たとえば過去に仮眠室を設けることを検討したのですが、それによってみんなが会社に寝泊まりして仕事するような雰囲気を助長してしまいかねません。そういった働き方をGRUSTは目指しているんだっけ?と考えたら、そうではないよねと。
そこでGRUSTのカルチャーにフィットするかどうかを様々な角度から慎重に判断し、良さそうなアイデアだけを導入するといった形で進めています。
「ビジネスで必要な個人出費は会社でまかなうべき」社員が仕事にフォーカスし、より成長できる環境を目指して
―― 社内制度はどのようなプロセスで、企画から制度化までに至るのでしょうか?
池澤:基本的には人事広報部を中心にブレスト会議を定期的に実施し、企画出しを行っています。しかし、社員が求めていない制度や利用されない制度にならないよう、社員の声を取り入れることを大切にしていて。

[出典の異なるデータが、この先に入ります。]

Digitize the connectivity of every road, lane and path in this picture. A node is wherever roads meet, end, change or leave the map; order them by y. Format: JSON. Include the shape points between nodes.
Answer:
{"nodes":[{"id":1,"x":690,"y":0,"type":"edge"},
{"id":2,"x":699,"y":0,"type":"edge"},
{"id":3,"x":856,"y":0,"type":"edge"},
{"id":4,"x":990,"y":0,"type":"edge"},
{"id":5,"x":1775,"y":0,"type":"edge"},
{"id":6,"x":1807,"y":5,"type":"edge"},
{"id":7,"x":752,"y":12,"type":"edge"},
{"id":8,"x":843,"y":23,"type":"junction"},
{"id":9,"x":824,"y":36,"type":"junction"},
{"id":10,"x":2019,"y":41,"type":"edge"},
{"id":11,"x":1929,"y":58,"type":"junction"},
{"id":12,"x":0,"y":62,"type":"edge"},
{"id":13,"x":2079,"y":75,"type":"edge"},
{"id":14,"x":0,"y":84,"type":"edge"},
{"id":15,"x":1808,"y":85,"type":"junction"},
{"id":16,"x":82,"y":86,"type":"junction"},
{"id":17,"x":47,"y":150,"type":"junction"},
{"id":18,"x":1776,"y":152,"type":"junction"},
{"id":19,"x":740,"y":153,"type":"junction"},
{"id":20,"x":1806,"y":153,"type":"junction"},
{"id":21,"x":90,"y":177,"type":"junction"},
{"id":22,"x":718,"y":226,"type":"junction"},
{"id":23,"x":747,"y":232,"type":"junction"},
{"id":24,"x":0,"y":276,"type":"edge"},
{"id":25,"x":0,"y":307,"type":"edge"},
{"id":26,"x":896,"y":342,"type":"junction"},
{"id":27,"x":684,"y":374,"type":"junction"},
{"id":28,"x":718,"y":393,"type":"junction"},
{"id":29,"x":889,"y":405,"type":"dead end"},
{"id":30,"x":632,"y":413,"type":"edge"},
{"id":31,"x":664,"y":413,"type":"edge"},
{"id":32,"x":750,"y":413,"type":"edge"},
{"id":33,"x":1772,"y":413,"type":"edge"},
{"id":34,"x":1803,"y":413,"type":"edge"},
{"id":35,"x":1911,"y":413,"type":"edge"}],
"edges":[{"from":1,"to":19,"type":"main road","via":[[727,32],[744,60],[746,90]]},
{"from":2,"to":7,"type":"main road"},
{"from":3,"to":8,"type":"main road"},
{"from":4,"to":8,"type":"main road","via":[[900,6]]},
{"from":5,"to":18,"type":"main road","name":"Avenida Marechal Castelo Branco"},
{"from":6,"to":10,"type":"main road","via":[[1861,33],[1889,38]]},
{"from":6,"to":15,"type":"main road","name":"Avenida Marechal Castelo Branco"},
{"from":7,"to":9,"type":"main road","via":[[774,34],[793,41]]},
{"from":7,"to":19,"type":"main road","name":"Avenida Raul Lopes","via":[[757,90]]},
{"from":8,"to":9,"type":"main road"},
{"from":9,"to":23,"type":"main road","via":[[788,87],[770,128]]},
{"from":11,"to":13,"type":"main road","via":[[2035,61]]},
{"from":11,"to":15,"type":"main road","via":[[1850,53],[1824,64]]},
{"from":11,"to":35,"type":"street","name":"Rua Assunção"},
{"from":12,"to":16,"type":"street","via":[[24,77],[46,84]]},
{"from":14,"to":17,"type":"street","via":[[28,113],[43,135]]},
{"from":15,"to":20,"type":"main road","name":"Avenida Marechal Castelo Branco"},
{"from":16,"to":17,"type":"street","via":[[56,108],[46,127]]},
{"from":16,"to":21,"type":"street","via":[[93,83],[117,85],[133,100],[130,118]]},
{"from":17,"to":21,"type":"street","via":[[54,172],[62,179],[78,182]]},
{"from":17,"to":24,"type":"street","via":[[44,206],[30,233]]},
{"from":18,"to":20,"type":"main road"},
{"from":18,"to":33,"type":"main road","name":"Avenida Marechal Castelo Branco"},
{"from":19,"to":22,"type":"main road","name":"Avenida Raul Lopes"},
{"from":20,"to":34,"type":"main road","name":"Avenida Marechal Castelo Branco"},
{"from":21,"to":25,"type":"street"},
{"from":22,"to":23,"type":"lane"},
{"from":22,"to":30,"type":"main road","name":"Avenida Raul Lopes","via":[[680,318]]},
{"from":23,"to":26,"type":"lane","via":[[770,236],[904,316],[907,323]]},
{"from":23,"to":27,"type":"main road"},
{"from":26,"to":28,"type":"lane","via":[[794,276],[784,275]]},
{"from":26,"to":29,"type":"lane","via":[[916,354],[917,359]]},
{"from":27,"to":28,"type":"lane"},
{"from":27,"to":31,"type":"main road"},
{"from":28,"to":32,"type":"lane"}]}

たとえば社員が求めているものは何かを知るべく、定期的にアンケートを実施しています。またアンケートだと本音を書きづらいと思っている社員もいるでしょうから、普段の雑談や飲みの場での会話などから、社員がどういったことを求めているのかを把握したり、みんなの趣味やライフスタイルから着想を得たりして、「これならGRUSTの社員に喜んでもらえるね」というアイデアを大事にしています。
塩崎:また、社内制度はネーミングも重要だと考えています。どういった内容なのかがスッと理解できることはもちろん、語呂のよい、インパクトのあるネーミングを心がけています。
そうすることで、「新しい制度がはじまったぞ」と社員にワクワクしてもらいたいと思っていて、対外的にも企業ブランディングに繋がっていくと考えています。
そして、いざ制度にしてみたものの、なかなか浸透しないものもあったりします。そうした制度は廃止したり、運用フローを変えてみたりと、常に改善していくことも大切にしています。
―― 会社、そして個人の成長に繋がっているなと感じる制度はなにかありますか?
池澤:食事代を補助する「パワーランチ制度」と「エナジーディナー制度」は、社員同士の交流を深めたり、コミュニケーションをとるキッカケになってまして、個人の成長、しいては会社の成長に繋がる制度だなと思います。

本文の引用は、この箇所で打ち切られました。